23 Janvier 2015
January 23, 2015
Jan. 23, 2015 - Updated 00:24 UTC+1
Japan's nuclear regulator will study next month an active seismic fault that exists near a nuclear power plant in Shimane Prefecture, western Japan.
The fissure is 2 kilometers south of the complex at its closest point. Its length is one of the focal points in a safety screening requested by Chugoku Electric Power Company in December 2013.
The assessment is necessary to restart the plant's No.2 reactor.
The utility claimed the fault extends 22 kilometers. But the Nuclear Regulation Authority, or NRA, was not convinced. It instructed Chugoku Electric to conduct more research to verify the estimate.
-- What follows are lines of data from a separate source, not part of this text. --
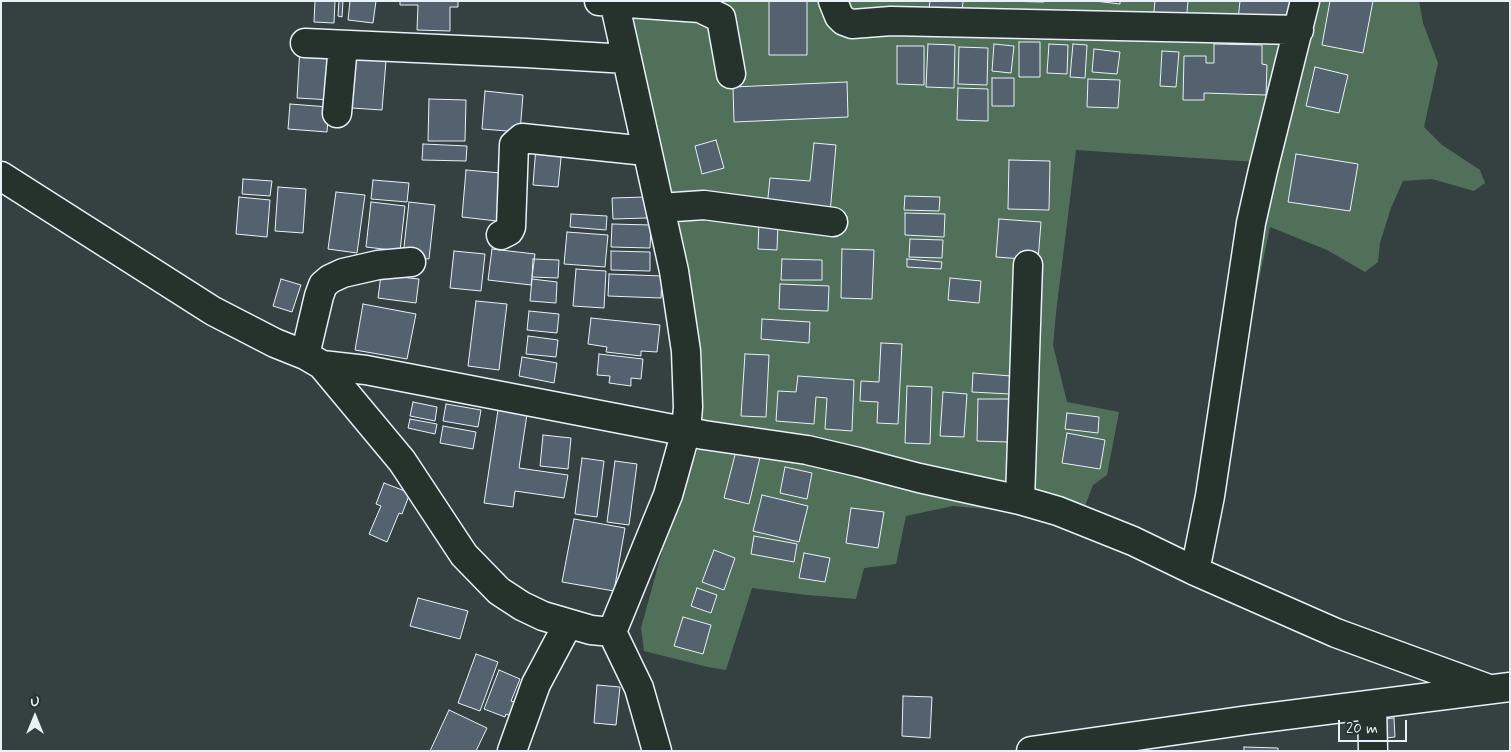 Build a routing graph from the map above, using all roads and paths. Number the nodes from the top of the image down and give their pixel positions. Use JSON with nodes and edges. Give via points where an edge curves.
{"nodes":[{"id":1,"x":833,"y":1,"type":"edge"},
{"id":2,"x":1305,"y":1,"type":"edge"},
{"id":3,"x":609,"y":2,"type":"edge"},
{"id":4,"x":1299,"y":30,"type":"junction"},
{"id":5,"x":306,"y":43,"type":"dead end"},
{"id":6,"x":343,"y":45,"type":"junction"},
{"id":7,"x":627,"y":59,"type":"junction"},
{"id":8,"x":731,"y":74,"type":"dead end"},
{"id":9,"x":337,"y":113,"type":"dead end"},
{"id":10,"x":646,"y":150,"type":"junction"},
{"id":11,"x":1,"y":176,"type":"edge"},
{"id":12,"x":668,"y":208,"type":"junction"},
{"id":13,"x":833,"y":222,"type":"dead end"},
{"id":14,"x":501,"y":235,"type":"dead end"},
{"id":15,"x":411,"y":262,"type":"dead end"},
{"id":16,"x":1028,"y":265,"type":"dead end"},
{"id":17,"x":314,"y":360,"type":"junction"},
{"id":18,"x":703,"y":434,"type":"junction"},
{"id":19,"x":1020,"y":500,"type":"junction"},
{"id":20,"x":1195,"y":571,"type":"junction"},
{"id":21,"x":568,"y":624,"type":"junction"},
{"id":22,"x":612,"y":632,"type":"junction"},
{"id":23,"x":1500,"y":688,"type":"edge"},
{"id":24,"x":1372,"y":705,"type":"junction"},
{"id":25,"x":512,"y":751,"type":"edge"},
{"id":26,"x":657,"y":751,"type":"edge"},
{"id":27,"x":1032,"y":751,"type":"edge"},
{"id":28,"x":1373,"y":751,"type":"edge"}],
"edges":[{"from":1,"to":4,"type":"street","via":[[839,16],[852,24],[891,21]]},
{"from":2,"to":4,"type":"street"},
{"from":3,"to":7,"type":"street"},
{"from":3,"to":8,"type":"street","via":[[700,8],[720,18]]},
{"from":4,"to":20,"type":"street","via":[[1251,223],[1210,496]]},
{"from":5,"to":6,"type":"street"},
{"from":6,"to":7,"type":"street"},
{"from":6,"to":9,"type":"street"},
{"from":7,"to":10,"type":"street"},
{"from":10,"to":12,"type":"street"},
{"from":10,"to":14,"type":"street","via":[[532,138],[518,140],[514,145],[510,227]]},
{"from":11,"to":17,"type":"street","via":[[213,310]]},
{"from":12,"to":13,"type":"street","via":[[704,205]]},
{"from":12,"to":18,"type":"street","via":[[686,350],[688,407]]},
{"from":15,"to":17,"type":"street","via":[[343,273],[323,285],[319,296]]},
{"from":16,"to":19,"type":"street"},
{"from":17,"to":18,"type":"street"},
{"from":17,"to":21,"type":"street","via":[[402,461],[464,555],[499,591],[522,606]]},
{"from":18,"to":19,"type":"street","via":[[807,450]]},
{"from":18,"to":22,"type":"street","via":[[668,495]]},
{"from":19,"to":20,"type":"street","via":[[1124,537]]},
{"from":20,"to":23,"type":"street","via":[[1336,633]]},
{"from":21,"to":22,"type":"street"},
{"from":21,"to":25,"type":"street","via":[[536,684]]},
{"from":22,"to":26,"type":"street","via":[[639,688]]},
{"from":23,"to":24,"type":"street"},
{"from":24,"to":27,"type":"street"},
{"from":24,"to":28,"type":"street"}]} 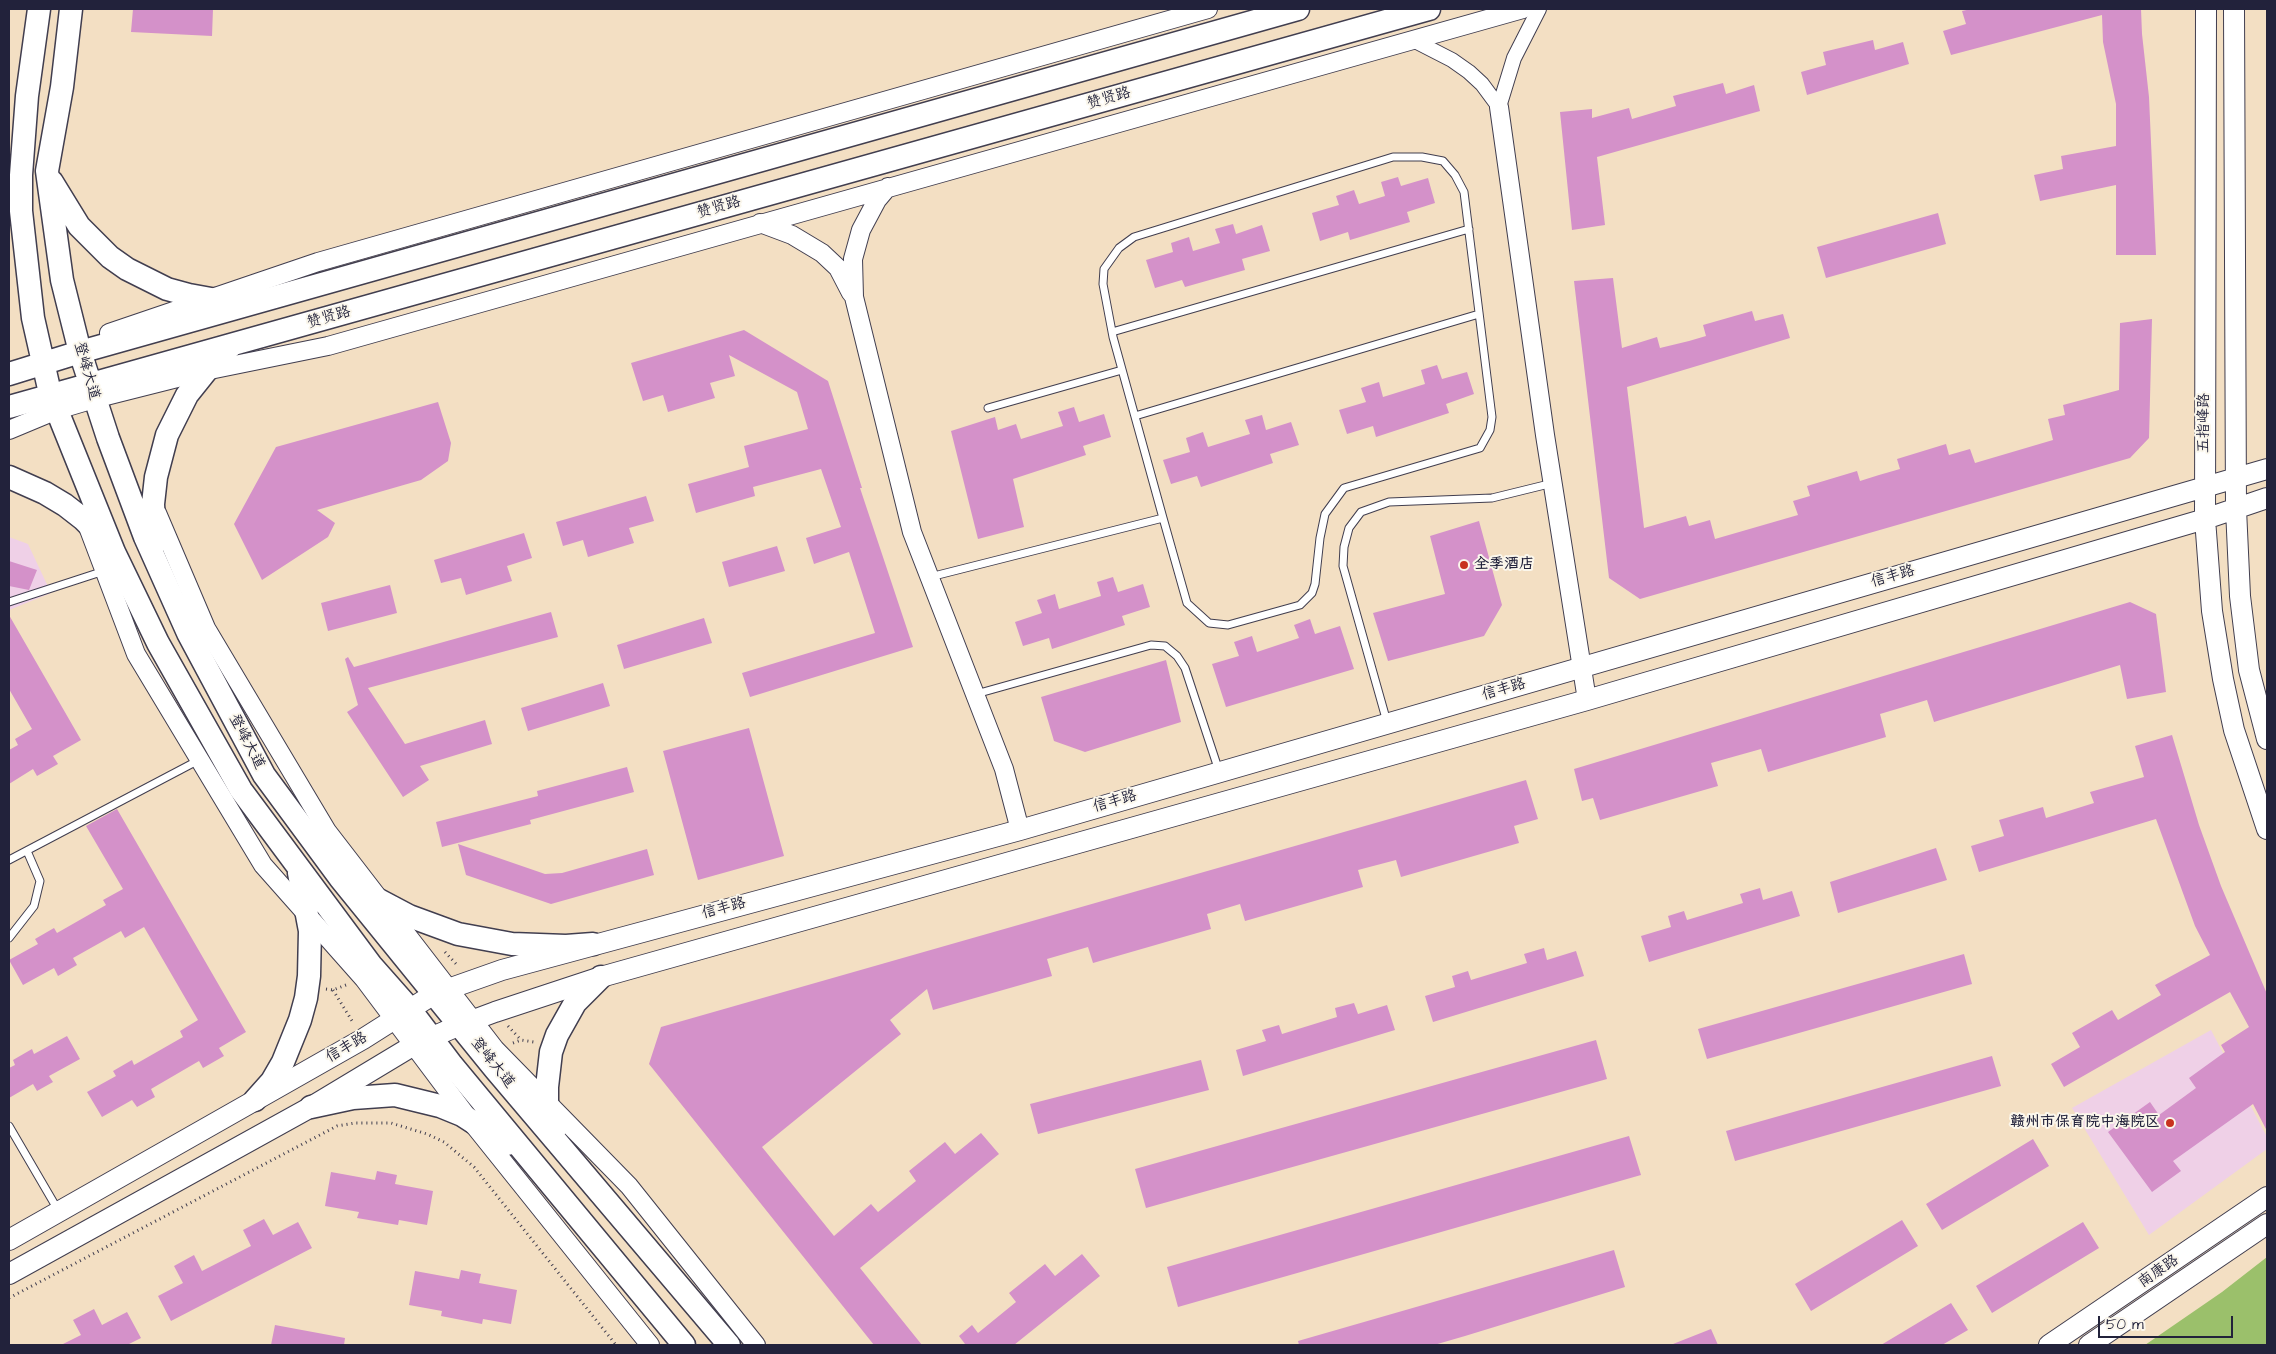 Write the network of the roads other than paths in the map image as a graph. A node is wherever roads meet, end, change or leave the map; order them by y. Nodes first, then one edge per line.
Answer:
1 (39, 9) edge
2 (71, 9) edge
3 (1208, 9) edge
4 (1298, 9) edge
5 (1429, 9) edge
6 (1523, 9) edge
7 (1540, 9) edge
8 (2206, 9) edge
9 (2234, 9) edge
10 (1413, 40) junction
11 (1499, 107) junction
12 (47, 171) junction
13 (21, 176) junction
14 (888, 187) junction
15 (760, 223) junction
16 (1469, 229) junction
17 (9, 231) edge
18 (279, 296) junction
19 (854, 297) junction
20 (213, 299) junction
21 (1479, 314) junction
22 (1112, 332) junction
23 (232, 345) junction
24 (79, 347) junction
25 (42, 358) junction
26 (9, 364) edge
27 (1122, 370) junction
28 (205, 371) junction
29 (9, 374) edge
30 (92, 391) junction
31 (54, 402) junction
32 (9, 407) edge
33 (988, 408) dead end
34 (1135, 416) junction
35 (9, 430) edge
36 (2267, 470) edge
37 (9, 476) edge
38 (2236, 478) junction
39 (1553, 483) junction
40 (2205, 487) junction
41 (2267, 498) edge
42 (153, 504) junction
43 (2236, 509) junction
44 (1163, 518) junction
45 (2205, 519) junction
46 (110, 561) junction
47 (930, 578) junction
48 (164, 580) junction
49 (9, 602) edge
50 (1580, 668) junction
51 (975, 694) junction
52 (1587, 700) junction
53 (1388, 723) junction
54 (2267, 739) edge
55 (199, 760) junction
56 (1219, 772) junction
57 (2267, 829) edge
58 (1020, 830) junction
59 (27, 851) junction
60 (9, 860) edge
61 (297, 864) junction
62 (340, 878) junction
63 (382, 903) junction
64 (308, 916) junction
65 (9, 938) edge
66 (593, 944) junction
67 (601, 977) junction
68 (441, 992) junction
69 (402, 1013) junction
70 (467, 1022) junction
71 (423, 1041) junction
72 (255, 1100) junction
73 (547, 1104) junction
74 (311, 1107) junction
75 (469, 1119) junction
76 (9, 1126) edge
77 (556, 1139) junction
78 (526, 1154) junction
79 (2267, 1196) edge
80 (59, 1212) junction
81 (2267, 1224) edge
82 (9, 1240) edge
83 (9, 1274) edge
84 (650, 1345) edge
85 (684, 1345) edge
86 (729, 1345) edge
87 (756, 1345) edge
88 (2049, 1345) edge
89 (2089, 1345) edge

1 - 13 main road, 登峰大道
2 - 12 main road, 登峰大道
3 - 20 street
4 - 18 main road
5 - 23 main road, 赞贤路
6 - 10 street
7 - 11 street
8 - 40 main road, 五指峰路
9 - 38 main road, 五指峰路
10 - 11 street
10 - 14 street
11 - 39 street
12 - 20 main road
12 - 24 main road, 登峰大道
13 - 17 main road
13 - 25 main road, 登峰大道
14 - 15 street
14 - 19 street
15 - 19 street
15 - 28 street
16 - 21 lane
16 - 22 lane
16 - 22 lane
18 - 20 main road
18 - 24 main road
19 - 47 street
20 - 24 street
21 - 34 lane
21 - 44 lane
22 - 27 lane
23 - 28 main road
23 - 30 main road, 赞贤路
24 - 25 main road
24 - 30 main road, 登峰大道
25 - 26 street
25 - 29 main road
25 - 31 main road, 登峰大道
27 - 33 lane
27 - 34 lane
28 - 30 street
28 - 42 main road
30 - 31 main road, 赞贤路
30 - 48 main road, 登峰大道
31 - 32 main road, 赞贤路
31 - 35 street
31 - 46 main road, 登峰大道
34 - 44 lane
36 - 38 main road, 信丰路
37 - 46 main road
38 - 40 main road, 信丰路
38 - 43 main road, 五指峰路
39 - 50 street
39 - 53 lane
40 - 45 main road, 五指峰路
40 - 50 main road, 信丰路
41 - 43 main road, 信丰路
42 - 48 main road
42 - 63 street
43 - 45 main road, 信丰路
43 - 54 main road, 五指峰路
44 - 47 lane
45 - 52 main road, 信丰路
45 - 57 main road, 五指峰路
46 - 49 lane
46 - 55 street
46 - 61 main road, 登峰大道
47 - 51 street
48 - 62 main road, 登峰大道
50 - 52 street
50 - 53 main road, 信丰路
51 - 56 lane
51 - 58 street
52 - 67 main road, 信丰路
53 - 56 main road, 信丰路
55 - 59 lane
55 - 64 street
56 - 58 main road, 信丰路
58 - 66 main road, 信丰路
59 - 60 lane
59 - 65 lane
61 - 64 main road
61 - 69 main road, 登峰大道
62 - 63 main road
62 - 68 main road, 登峰大道
63 - 66 main road
63 - 68 street
64 - 69 street
64 - 72 main road
66 - 68 main road, 信丰路
67 - 70 main road, 信丰路
67 - 73 main road
68 - 69 main road, 信丰路
68 - 70 main road, 登峰大道
69 - 71 main road, 登峰大道
69 - 72 main road, 信丰路
70 - 71 main road, 信丰路
70 - 73 street
70 - 77 main road, 登峰大道
71 - 74 main road, 信丰路
71 - 75 street
71 - 78 main road, 登峰大道
72 - 80 main road, 信丰路
73 - 77 main road
73 - 87 street
74 - 75 main road
74 - 83 main road, 信丰路
75 - 78 main road
75 - 84 street
76 - 80 lane
77 - 86 main road, 登峰大道
78 - 85 main road, 登峰大道
79 - 88 main road, 南康路
80 - 82 main road, 信丰路
81 - 89 main road, 南康路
But the power firm told a screening panel on January 16th that its reinvestigation proves its initial calculation is correct.
The report prompted the NRA to have one of its commissioners, Akira Ishiwatari, hold a 2-day, on-the-spot probe into the fault starting on February 5th.
Ishiwatari will look into the state of strata around what is believed to be the eastern end of the fault. Chugoku Electric has already dug up soil in a wide area there. The expert will also analyze data on soil layers in the plant's compound.
The safety evaluation could be prolonged depending on the outcome of the planned study.